Akosua Hanson, ‘Underwater Dreams’, Moongirls, vol. 3, p. 10 © Drama Queens Ghana. Courtesy of the artists.

The following conversation took place via email over a series of weeks between Ama Josephine Budge, and Dr Christine ‘Xine’ Yao. After meeting on a panel at the IAS on 6 February 2019, Ama and Xine have become friends, correspondents, collaborators, and allies. This conversation on the work of the incredible Octavia Butler is a minuscule window through which to view a fraction of the wonderful, weird, empowering, and inflammatory challenges/corroborations that have since taken place. Octavia Butler (1947-2006) was an acclaimed writer of speculative fiction, the first to win the MacArthur Genius Grant. Her work has been a major influence on many literary traditions, including the creative and critical practices of Black speculative imagining which is sometimes called Afrofuturism. Butler’s canon remains for Black folx worldwide, as Professor Zenzele Isoke commented at the 2019 National Women’s Studies Association Conference, akin to a biblical text. Her rigorously detailed, complex, nuanced, and vast explorations of race, gender, capitalism, biopolitics, affect, class, borders, and American history through both her published and unpublished fiction and non-fiction works make up a painfully unacknowledged core of Black history which nevertheless continues to inform and inspire writers, artists, researchers, politicians, scientists, and, of course, readers worldwide.

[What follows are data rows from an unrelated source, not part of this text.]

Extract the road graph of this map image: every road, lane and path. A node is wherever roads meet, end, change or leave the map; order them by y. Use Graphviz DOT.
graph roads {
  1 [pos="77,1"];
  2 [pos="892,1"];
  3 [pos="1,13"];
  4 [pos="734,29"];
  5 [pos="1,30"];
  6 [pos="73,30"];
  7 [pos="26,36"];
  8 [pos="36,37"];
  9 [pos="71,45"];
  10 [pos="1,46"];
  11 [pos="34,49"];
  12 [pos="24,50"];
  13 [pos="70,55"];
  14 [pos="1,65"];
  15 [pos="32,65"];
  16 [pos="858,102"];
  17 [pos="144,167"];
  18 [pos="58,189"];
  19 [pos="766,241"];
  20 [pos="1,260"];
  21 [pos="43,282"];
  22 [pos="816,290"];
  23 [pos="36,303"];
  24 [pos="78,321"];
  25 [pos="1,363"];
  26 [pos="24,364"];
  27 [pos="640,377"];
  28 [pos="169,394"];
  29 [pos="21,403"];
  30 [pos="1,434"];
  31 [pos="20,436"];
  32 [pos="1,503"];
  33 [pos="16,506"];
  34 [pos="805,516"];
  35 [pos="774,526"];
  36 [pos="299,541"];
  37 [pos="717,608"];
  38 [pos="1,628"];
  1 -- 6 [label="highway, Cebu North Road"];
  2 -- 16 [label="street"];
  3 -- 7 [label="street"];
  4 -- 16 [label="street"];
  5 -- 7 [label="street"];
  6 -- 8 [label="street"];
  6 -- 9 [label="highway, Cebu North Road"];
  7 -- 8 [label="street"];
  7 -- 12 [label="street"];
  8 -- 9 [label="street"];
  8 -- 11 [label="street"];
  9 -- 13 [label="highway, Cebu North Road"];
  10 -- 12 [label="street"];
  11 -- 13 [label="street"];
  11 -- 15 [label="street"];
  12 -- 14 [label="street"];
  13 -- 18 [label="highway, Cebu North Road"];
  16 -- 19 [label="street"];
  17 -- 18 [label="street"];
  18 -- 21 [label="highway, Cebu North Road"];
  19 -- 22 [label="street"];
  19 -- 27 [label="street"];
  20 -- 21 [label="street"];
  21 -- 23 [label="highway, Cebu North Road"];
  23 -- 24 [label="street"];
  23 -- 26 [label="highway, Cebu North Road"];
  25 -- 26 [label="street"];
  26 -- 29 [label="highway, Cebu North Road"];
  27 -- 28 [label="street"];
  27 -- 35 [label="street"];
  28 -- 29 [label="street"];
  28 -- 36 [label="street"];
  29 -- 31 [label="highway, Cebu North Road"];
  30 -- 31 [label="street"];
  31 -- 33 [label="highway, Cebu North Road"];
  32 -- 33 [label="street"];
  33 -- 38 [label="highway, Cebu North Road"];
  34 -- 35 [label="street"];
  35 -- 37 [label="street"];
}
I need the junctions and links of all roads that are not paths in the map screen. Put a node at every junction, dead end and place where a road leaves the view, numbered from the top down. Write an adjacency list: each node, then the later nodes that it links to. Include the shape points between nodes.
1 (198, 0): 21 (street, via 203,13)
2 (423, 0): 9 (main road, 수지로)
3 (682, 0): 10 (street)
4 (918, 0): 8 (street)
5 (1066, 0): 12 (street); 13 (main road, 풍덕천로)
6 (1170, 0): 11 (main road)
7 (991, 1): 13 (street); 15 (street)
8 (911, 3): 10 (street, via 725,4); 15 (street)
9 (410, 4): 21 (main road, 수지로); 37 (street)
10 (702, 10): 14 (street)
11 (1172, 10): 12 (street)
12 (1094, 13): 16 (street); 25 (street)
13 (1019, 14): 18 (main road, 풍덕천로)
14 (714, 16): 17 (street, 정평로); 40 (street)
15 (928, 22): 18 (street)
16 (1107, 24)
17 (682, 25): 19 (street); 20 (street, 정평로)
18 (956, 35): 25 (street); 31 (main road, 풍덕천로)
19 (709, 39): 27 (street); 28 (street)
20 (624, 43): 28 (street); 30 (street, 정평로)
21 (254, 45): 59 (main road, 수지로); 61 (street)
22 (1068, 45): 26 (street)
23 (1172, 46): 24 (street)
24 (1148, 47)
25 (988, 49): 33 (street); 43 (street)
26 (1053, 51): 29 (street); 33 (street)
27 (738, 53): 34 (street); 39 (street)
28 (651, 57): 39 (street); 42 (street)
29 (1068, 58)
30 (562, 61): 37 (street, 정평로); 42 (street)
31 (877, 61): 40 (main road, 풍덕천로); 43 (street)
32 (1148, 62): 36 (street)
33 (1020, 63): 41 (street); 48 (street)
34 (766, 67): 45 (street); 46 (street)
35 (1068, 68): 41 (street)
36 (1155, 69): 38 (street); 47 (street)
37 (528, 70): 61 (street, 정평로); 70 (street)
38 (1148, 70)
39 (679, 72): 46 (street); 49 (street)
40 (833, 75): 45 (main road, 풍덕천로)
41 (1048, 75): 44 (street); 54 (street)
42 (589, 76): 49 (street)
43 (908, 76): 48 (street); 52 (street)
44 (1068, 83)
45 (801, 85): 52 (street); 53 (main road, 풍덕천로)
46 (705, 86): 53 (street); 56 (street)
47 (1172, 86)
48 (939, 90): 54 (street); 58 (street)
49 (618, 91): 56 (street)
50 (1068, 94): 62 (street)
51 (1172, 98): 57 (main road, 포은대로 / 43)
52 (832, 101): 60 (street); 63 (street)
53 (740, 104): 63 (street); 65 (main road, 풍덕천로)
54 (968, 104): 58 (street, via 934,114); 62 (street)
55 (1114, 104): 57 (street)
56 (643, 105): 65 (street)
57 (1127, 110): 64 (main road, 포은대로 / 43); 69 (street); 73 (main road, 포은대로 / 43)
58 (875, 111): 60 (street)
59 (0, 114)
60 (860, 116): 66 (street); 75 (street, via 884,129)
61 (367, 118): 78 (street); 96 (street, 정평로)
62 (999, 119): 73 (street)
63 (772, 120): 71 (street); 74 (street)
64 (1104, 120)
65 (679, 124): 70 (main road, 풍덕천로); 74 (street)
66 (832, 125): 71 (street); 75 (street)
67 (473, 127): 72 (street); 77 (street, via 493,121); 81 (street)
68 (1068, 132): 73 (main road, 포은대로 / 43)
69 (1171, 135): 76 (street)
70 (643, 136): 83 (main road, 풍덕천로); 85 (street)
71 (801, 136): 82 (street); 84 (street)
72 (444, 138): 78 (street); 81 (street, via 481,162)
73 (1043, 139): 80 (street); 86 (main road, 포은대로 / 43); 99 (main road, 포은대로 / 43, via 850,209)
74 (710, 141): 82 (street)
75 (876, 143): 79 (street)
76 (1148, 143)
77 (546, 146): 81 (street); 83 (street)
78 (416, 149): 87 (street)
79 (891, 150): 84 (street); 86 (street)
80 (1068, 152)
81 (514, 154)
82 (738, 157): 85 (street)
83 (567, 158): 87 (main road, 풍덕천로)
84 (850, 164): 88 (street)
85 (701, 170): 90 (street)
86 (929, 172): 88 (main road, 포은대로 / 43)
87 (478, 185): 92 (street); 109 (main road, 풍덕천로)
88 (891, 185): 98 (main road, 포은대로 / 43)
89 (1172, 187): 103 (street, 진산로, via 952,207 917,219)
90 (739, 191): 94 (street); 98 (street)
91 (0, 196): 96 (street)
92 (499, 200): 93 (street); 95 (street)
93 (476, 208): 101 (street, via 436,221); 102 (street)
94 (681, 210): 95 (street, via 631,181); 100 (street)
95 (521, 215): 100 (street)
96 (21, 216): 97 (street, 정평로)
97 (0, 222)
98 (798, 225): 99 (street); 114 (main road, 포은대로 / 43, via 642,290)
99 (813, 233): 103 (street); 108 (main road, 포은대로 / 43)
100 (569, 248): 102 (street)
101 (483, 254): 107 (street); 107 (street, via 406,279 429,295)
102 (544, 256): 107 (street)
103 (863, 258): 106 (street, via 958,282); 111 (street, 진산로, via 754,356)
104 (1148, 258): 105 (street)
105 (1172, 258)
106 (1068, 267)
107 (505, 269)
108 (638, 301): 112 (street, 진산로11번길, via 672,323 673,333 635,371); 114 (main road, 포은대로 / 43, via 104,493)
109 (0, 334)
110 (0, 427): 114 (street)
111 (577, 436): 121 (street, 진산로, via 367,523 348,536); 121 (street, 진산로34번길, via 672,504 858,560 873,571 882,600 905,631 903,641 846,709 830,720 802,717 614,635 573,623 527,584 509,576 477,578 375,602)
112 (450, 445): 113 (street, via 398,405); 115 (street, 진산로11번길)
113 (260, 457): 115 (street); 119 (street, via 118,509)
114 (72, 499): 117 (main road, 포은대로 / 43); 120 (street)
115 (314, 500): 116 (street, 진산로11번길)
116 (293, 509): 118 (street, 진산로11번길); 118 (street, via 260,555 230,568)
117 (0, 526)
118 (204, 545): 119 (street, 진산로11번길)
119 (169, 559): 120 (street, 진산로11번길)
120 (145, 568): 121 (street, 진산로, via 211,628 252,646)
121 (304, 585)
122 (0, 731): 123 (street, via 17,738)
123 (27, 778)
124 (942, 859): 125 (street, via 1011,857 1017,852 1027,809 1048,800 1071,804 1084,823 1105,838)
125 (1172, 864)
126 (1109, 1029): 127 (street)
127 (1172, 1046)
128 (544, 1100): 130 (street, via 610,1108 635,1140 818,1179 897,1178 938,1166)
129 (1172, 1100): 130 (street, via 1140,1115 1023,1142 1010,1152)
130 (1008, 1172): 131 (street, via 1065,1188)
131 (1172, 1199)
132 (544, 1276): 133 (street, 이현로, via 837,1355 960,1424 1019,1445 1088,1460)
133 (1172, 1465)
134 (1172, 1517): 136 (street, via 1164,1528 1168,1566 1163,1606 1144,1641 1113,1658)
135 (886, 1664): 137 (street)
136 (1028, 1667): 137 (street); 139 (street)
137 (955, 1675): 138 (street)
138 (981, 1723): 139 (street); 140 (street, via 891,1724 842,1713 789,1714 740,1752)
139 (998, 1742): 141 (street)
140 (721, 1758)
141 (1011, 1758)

Xine Yao: So let’s be frank: the most turbulent issue in UK feminism right now is trans inclusion. How can we read Octavia Butler’s work with trans in mind? Moreover, Butler allows us to address another structural issue that cannot be separated from trans inclusion: race and the legacies of colonial science.

In her iconic essay ‘The Race for Theory’ (1987), Black feminist literary scholar Barbara Christian writes,

For people of colour have always theorized – but in forms quite different from the Western form of abstract logic. And I am inclined to say that our theorizing (and I intentionally use the verb rather than the noun) is often in narrative forms, in the stories we create, in riddles and proverbs, in the play with language, since dynamic rather than fixed ideas seem more to our liking.

Following Christian’s insight into the relationship between storytelling and theorizing for Black feminism, Octavia Butler’s science fiction is itself beautiful, complicated speculative thinking. She writes about the past, the future, and presents almost parallel to our own: foregrounding trans possibilities in our reading, how does she enable us to disrupt an essentialist deracinated universal Woman as well as trouble investments both in archival genealogy and projections of the distant future that depend upon the presumption of a (white) reproductive futurity and its nostalgic corollary?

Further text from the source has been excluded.